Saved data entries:
· · · · · · ·
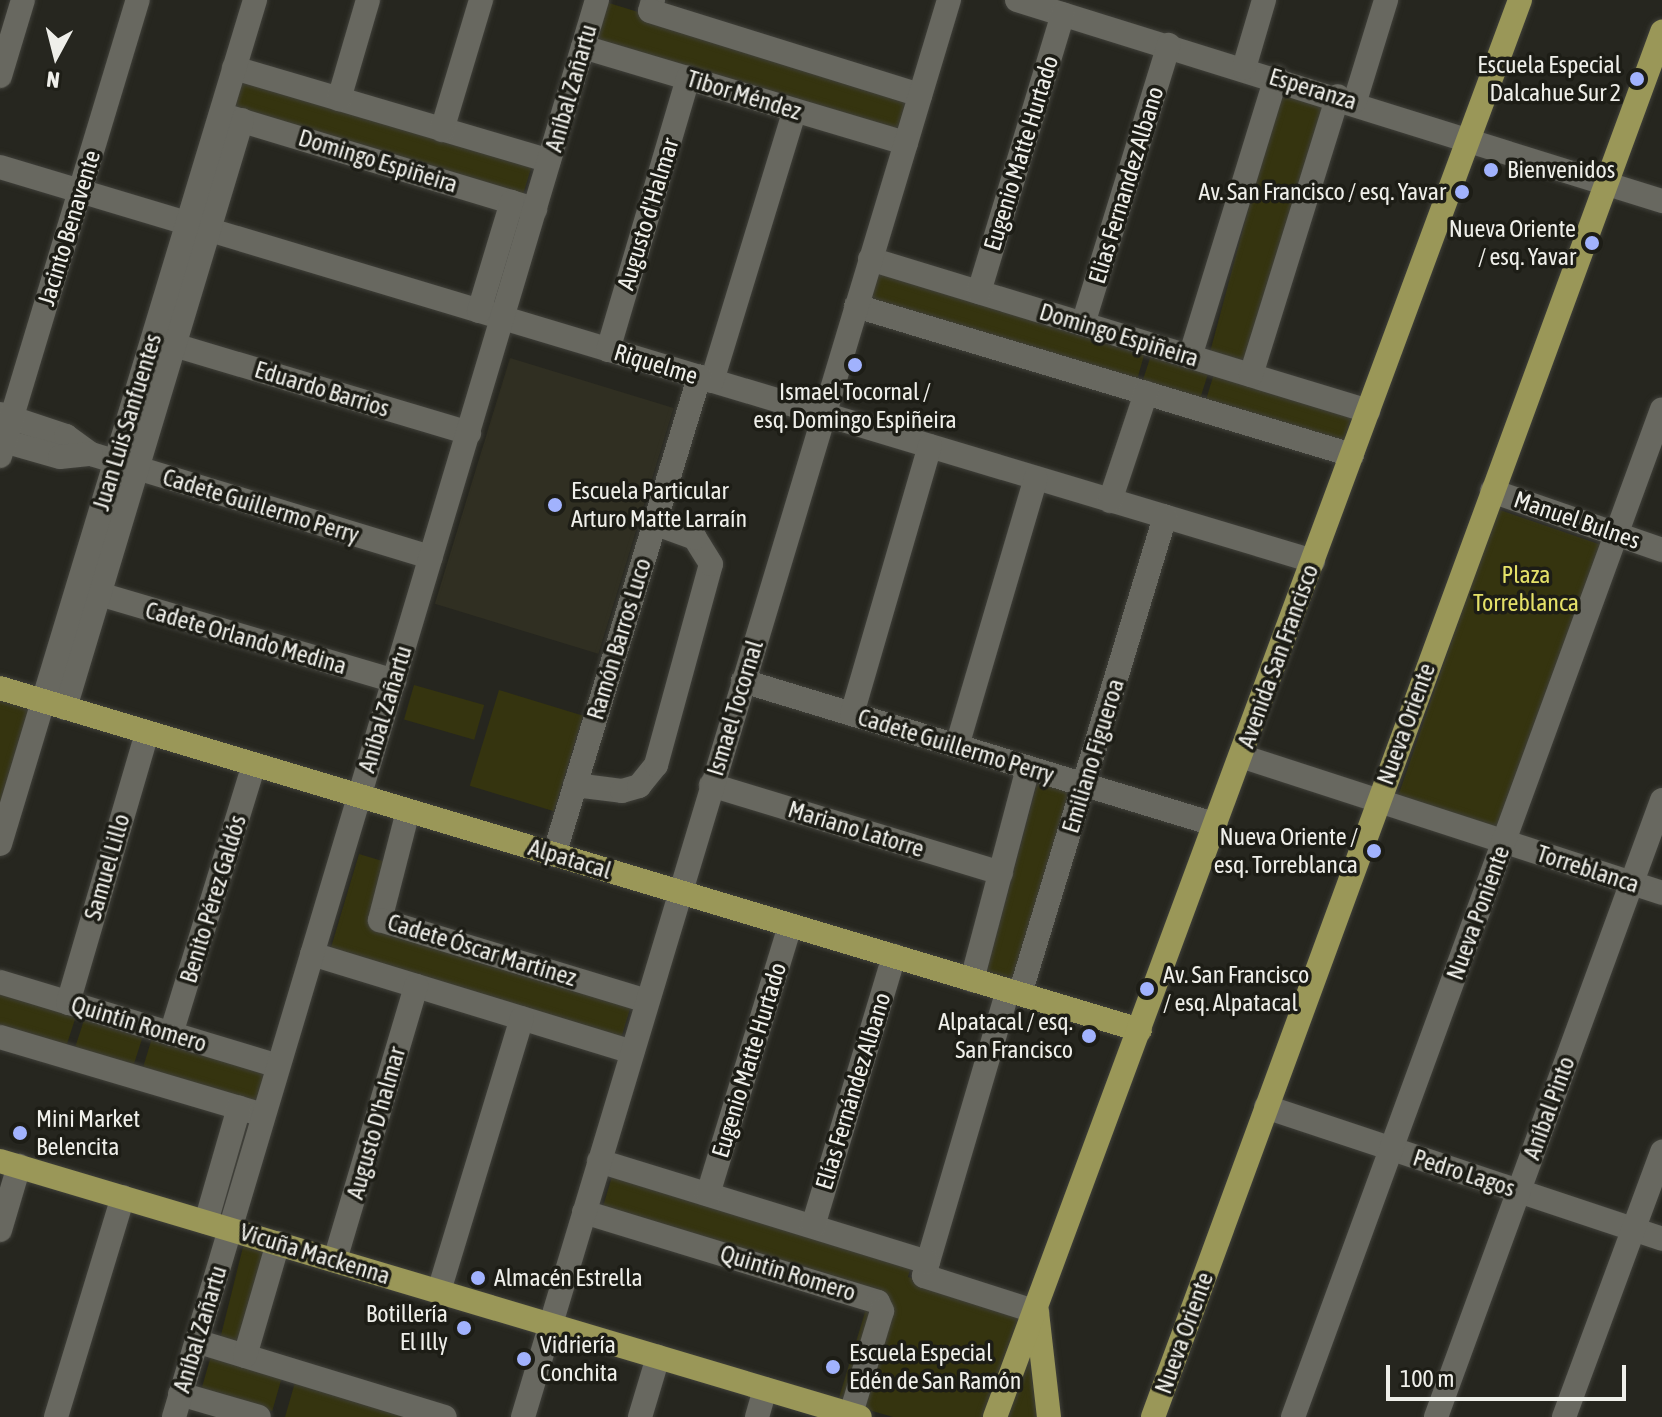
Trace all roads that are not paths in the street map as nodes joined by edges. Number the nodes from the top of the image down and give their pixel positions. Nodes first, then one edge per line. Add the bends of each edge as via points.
1 (23, 0) edge
2 (138, 0) edge
3 (255, 0) edge
4 (368, 0) edge
5 (481, 0) edge
6 (597, 0) edge
7 (653, 0) edge
8 (949, 0) edge
9 (1017, 0) edge
10 (1264, 0) edge
11 (1386, 0) edge
12 (1520, 0) edge
13 (1063, 14) junction
14 (1662, 32) edge
15 (1169, 45) junction
16 (583, 47) junction
17 (234, 68) junction
18 (1244, 68) junction
19 (0, 76) edge
20 (1276, 77) junction
21 (688, 78) junction
22 (920, 95) junction
23 (339, 99) junction
24 (1346, 99) junction
25 (795, 110) junction
26 (231, 117) junction
27 (442, 130) junction
28 (1469, 135) junction
29 (906, 143) junction
30 (549, 161) junction
31 (0, 167) edge
32 (1606, 182) junction
33 (80, 191) junction
34 (1662, 201) edge
35 (523, 205) junction
36 (198, 226) junction
37 (870, 259) junction
38 (979, 292) junction
39 (856, 306) junction
40 (491, 314) junction
41 (1083, 324) junction
42 (174, 345) junction
43 (608, 350) junction
44 (1190, 357) junction
45 (1251, 375) junction
46 (705, 379) junction
47 (1146, 393) junction
48 (1662, 409) edge
49 (1368, 411) junction
50 (823, 414) junction
51 (6, 416) edge
52 (469, 433) junction
53 (2, 446) edge
54 (930, 446) junction
55 (91, 454) junction
56 (1352, 455) junction
57 (126, 465) junction
58 (1036, 478) junction
59 (1492, 491) junction
60 (1110, 501) junction
61 (1165, 517) junction
62 (654, 523) junction
63 (1616, 534) junction
64 (1662, 550) edge
65 (431, 557) junction
66 (1313, 561) junction
67 (99, 594) junction
68 (394, 681) junction
69 (743, 681) junction
70 (0, 688) edge
71 (54, 704) junction
72 (852, 714) junction
73 (147, 732) junction
74 (957, 746) junction
75 (1241, 756) junction
76 (254, 764) junction
77 (1028, 768) junction
78 (575, 785) junction
79 (711, 785) junction
80 (1085, 785) junction
81 (359, 796) junction
82 (1377, 800) junction
83 (1662, 800) edge
84 (408, 811) junction
85 (1216, 825) junction
86 (1504, 842) junction
87 (0, 844) edge
88 (554, 855) junction
89 (1001, 873) junction
90 (1631, 883) junction
91 (679, 892) junction
92 (1662, 893) edge
93 (790, 925) junction
94 (312, 954) junction
95 (894, 956) junction
96 (972, 980) junction
97 (0, 982) edge
98 (416, 986) junction
99 (1014, 992) junction
100 (647, 1001) junction
101 (68, 1003) junction
102 (522, 1018) junction
103 (1140, 1030) junction
104 (171, 1034) junction
105 (0, 1037) edge
106 (632, 1052) junction
107 (278, 1066) junction
108 (1266, 1107) junction
109 (239, 1108) junction
110 (263, 1115) junction
111 (1391, 1149) junction
112 (1662, 1152) edge
113 (599, 1161) junction
114 (9, 1163) edge
115 (1519, 1191) junction
116 (708, 1194) junction
117 (123, 1197) junction
118 (584, 1212) junction
119 (206, 1222) junction
120 (813, 1226) junction
121 (229, 1229) junction
122 (1633, 1229) junction
123 (0, 1230) edge
124 (1662, 1239) edge
125 (278, 1243) junction
126 (335, 1260) junction
127 (926, 1269) junction
128 (439, 1291) junction
129 (1037, 1312) junction
130 (550, 1325) junction
131 (196, 1341) junction
132 (245, 1356) junction
133 (658, 1357) junction
134 (765, 1389) junction
135 (177, 1405) edge
136 (856, 1416) edge
137 (56, 1417) edge
138 (259, 1417) edge
139 (445, 1417) edge
140 (523, 1417) edge
141 (640, 1417) edge
142 (757, 1417) edge
143 (995, 1417) edge
144 (1049, 1417) edge
145 (1153, 1417) edge
146 (1293, 1417) edge
147 (1436, 1417) edge
148 (1564, 1417) edge

1 - 19 street
2 - 33 street, Jacinto Benavente
3 - 17 street, Juan Luis Sanfuentes
4 - 23 street
5 - 27 street
6 - 16 street, Aníbal Zañartu
7 - 22 street via 650,11
8 - 22 street, Ismael Tocornal
9 - 13 street, Esperanza
10 - 18 street
11 - 24 street
12 - 28 main road, Avenida San Francisco
13 - 15 street, Esperanza
13 - 38 street, Eugenio Matte Hurtado
14 - 32 main road, Nueva Oriente
15 - 18 street, Esperanza
15 - 41 street, Elias Fernandez Albano
16 - 21 street, Tibor Méndez
16 - 30 street, Aníbal Zañartu
17 - 23 street, Domingo Espiñeira
17 - 26 street, Juan Luis Sanfuentes
18 - 20 street, Esperanza
20 - 24 street, Esperanza
20 - 44 street
21 - 25 street, Tibor Méndez
21 - 43 street, Augusto d'Halmar
22 - 29 street, Ismael Tocornal
23 - 27 street, Domingo Espiñeira
24 - 28 street, Esperanza
24 - 45 street
25 - 29 street, Tibor Méndez
25 - 46 street, Ramón Barros Luco
26 - 35 street, Domingo Espiñeira
26 - 36 street, Juan Luis Sanfuentes
27 - 30 street, Domingo Espiñeira
28 - 32 street, Esperanza
28 - 49 main road, Avenida San Francisco
29 - 37 street, Ismael Tocornal
30 - 35 street, Aníbal Zañartu
31 - 33 street, Riquelme
32 - 34 street, Esperanza
32 - 59 main road, Nueva Oriente
33 - 36 street, Riquelme
33 - 51 street, Jacinto Benavente
35 - 40 street, Aníbal Zañartu
36 - 40 street, Riquelme
36 - 42 street, Juan Luis Sanfuentes
36 - 57 street, Juan Luis Sanfuentes
37 - 38 street, Domingo Espiñeira
37 - 39 street, Ismael Tocornal
38 - 41 street, Domingo Espiñeira
39 - 47 street, Domingo Espiñeira
39 - 50 street, Ismael Tocornal
40 - 43 street, Riquelme
40 - 52 street, Aníbal Zañartu
41 - 44 street, Domingo Espiñeira
42 - 52 street, Eduardo Barrios
42 - 57 street, Juan Luis Sanfuentes
43 - 46 street, Riquelme
44 - 45 street, Domingo Espiñeira
45 - 49 street, Domingo Espiñeira
46 - 50 street, Riquelme
46 - 62 street, Ramón Barros Luco
47 - 56 street, Domingo Espiñeira
47 - 60 street
48 - 63 street, Nueva Poniente
49 - 56 main road, Avenida San Francisco
50 - 54 street, Riquelme
50 - 69 street, Ismael Tocornal
51 - 53 street, Jacinto Benavente
51 - 55 street, Cadete Guillermo Perry via 66,436
52 - 65 street, Aníbal Zañartu
53 - 55 street, Cadete Guillermo Perry via 60,457
54 - 58 street, Riquelme
54 - 72 street
55 - 57 street, Cadete Guillermo Perry
56 - 66 main road, Avenida San Francisco
57 - 65 street, Cadete Guillermo Perry
57 - 67 street, Juan Luis Sanfuentes
57 - 71 street, Juan Luis Sanfuentes
58 - 60 street, Riquelme
58 - 74 street
59 - 63 street, Manuel Bulnes
59 - 82 main road, Nueva Oriente
60 - 61 street, Riquelme
61 - 66 street, Riquelme
61 - 80 street, Emiliano Figueroa
62 - 78 street, Ramón Barros Luco
62 - 78 street via 695,538 711,564 656,765 639,786 622,791
63 - 64 street, Manuel Bulnes
63 - 86 street, Nueva Poniente
65 - 68 street, Aníbal Zañartu
66 - 75 main road, Avenida San Francisco
67 - 68 street, Cadete Orlando Medina
67 - 71 street, Juan Luis Sanfuentes
68 - 81 street, Aníbal Zañartu
69 - 72 street, Cadete Guillermo Perry
69 - 79 street, Ismael Tocornal
70 - 71 main road, Alpatacal
71 - 73 main road, Alpatacal
71 - 87 street, Juan Luis Sanfuentes
72 - 74 street, Cadete Guillermo Perry
73 - 76 main road, Alpatacal
73 - 101 street, Samuel Lillo
74 - 77 street, Cadete Guillermo Perry
75 - 82 street, Torreblanca
75 - 85 main road, Avenida San Francisco
76 - 81 main road, Alpatacal
76 - 104 street, Benito Pérez Galdós
77 - 80 street, Cadete Guillermo Perry
77 - 89 street
78 - 88 street, Ramón Barros Luco
79 - 89 street, Mariano Latorre
79 - 91 street, Ismael Tocornal
80 - 85 street, Cadete Guillermo Perry
80 - 99 street, Emiliano Figueroa
81 - 84 main road, Alpatacal
81 - 94 street, Aníbal Zañartu
82 - 86 street, Torreblanca
82 - 108 main road, Nueva Oriente
83 - 90 street, Aníbal Pinto
84 - 88 main road, Alpatacal
84 - 100 street, Cadete Óscar Martínez via 380,920
85 - 103 main road, Avenida San Francisco
86 - 90 street, Torreblanca
86 - 111 street, Nueva Poniente
88 - 91 main road, Alpatacal
89 - 96 street
90 - 92 street, Torreblanca
90 - 115 street, Aníbal Pinto
91 - 93 main road, Alpatacal
91 - 100 street, Ismael Tocornal
93 - 95 main road, Alpatacal
93 - 116 street, Eugenio Matte Hurtado
94 - 98 street
94 - 107 street, Aníbal Zañartu
95 - 96 main road, Alpatacal
95 - 120 street, Elías Fernández Albano
96 - 99 main road, Alpatacal
97 - 101 street, Quintín Romero
98 - 102 street
98 - 126 street, Augusto D'halmar
99 - 103 main road, Alpatacal
99 - 127 street, Emiliano Figueroa
100 - 106 street, Ismael Tocornal
101 - 104 street, Quintín Romero
102 - 106 street
102 - 128 street
103 - 129 main road, Avenida San Francisco
104 - 107 street, Quintín Romero
105 - 109 street
106 - 113 street, Ismael Tocornal
107 - 110 street, Aníbal Zañartu
108 - 111 street, Pedro Lagos
108 - 145 main road, Nueva Oriente
109 - 110 street
109 - 119 street
110 - 121 street, Aníbal Zañartu
111 - 115 street, Pedro Lagos
111 - 146 street, Nueva Poniente
112 - 122 street
113 - 116 street
113 - 118 street, Ismael Tocornal
114 - 117 main road, Vicuña Mackenna
114 - 123 street
115 - 122 street, Pedro Lagos
115 - 147 street, Aníbal Pinto
116 - 120 street
117 - 119 main road, Vicuña Mackenna
117 - 137 street
118 - 130 street, Ismael Tocornal
118 - 136 street, Quintín Romero via 878,1302 881,1316
119 - 121 main road, Vicuña Mackenna
120 - 127 street
121 - 125 main road, Vicuña Mackenna
121 - 131 street, Aníbal Zañartu
122 - 124 street, Pedro Lagos
122 - 148 street
125 - 126 main road, Vicuña Mackenna
125 - 132 street, Aníbal Zañartu
126 - 128 main road, Vicuña Mackenna
127 - 129 street
128 - 130 main road, Vicuña Mackenna
129 - 143 main road, Avenida San Francisco
129 - 144 main road, Avenida San Francisco
130 - 133 main road, Vicuña Mackenna
130 - 140 street, Ismael Tocornal
131 - 132 street
131 - 135 street, Aníbal Zañartu
132 - 139 street
133 - 134 main road, Vicuña Mackenna
133 - 141 street
134 - 136 main road, Vicuña Mackenna
134 - 142 street
135 - 138 street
· · · · · · ·
_WHAT IS EXPECTED_: Pull out every line above that holds the word "Avenida".

_TASK ANSWER_:
12 - 28 main road, Avenida San Francisco
28 - 49 main road, Avenida San Francisco
49 - 56 main road, Avenida San Francisco
56 - 66 main road, Avenida San Francisco
66 - 75 main road, Avenida San Francisco
75 - 85 main road, Avenida San Francisco
85 - 103 main road, Avenida San Francisco
103 - 129 main road, Avenida San Francisco
129 - 143 main road, Avenida San Francisco
129 - 144 main road, Avenida San Francisco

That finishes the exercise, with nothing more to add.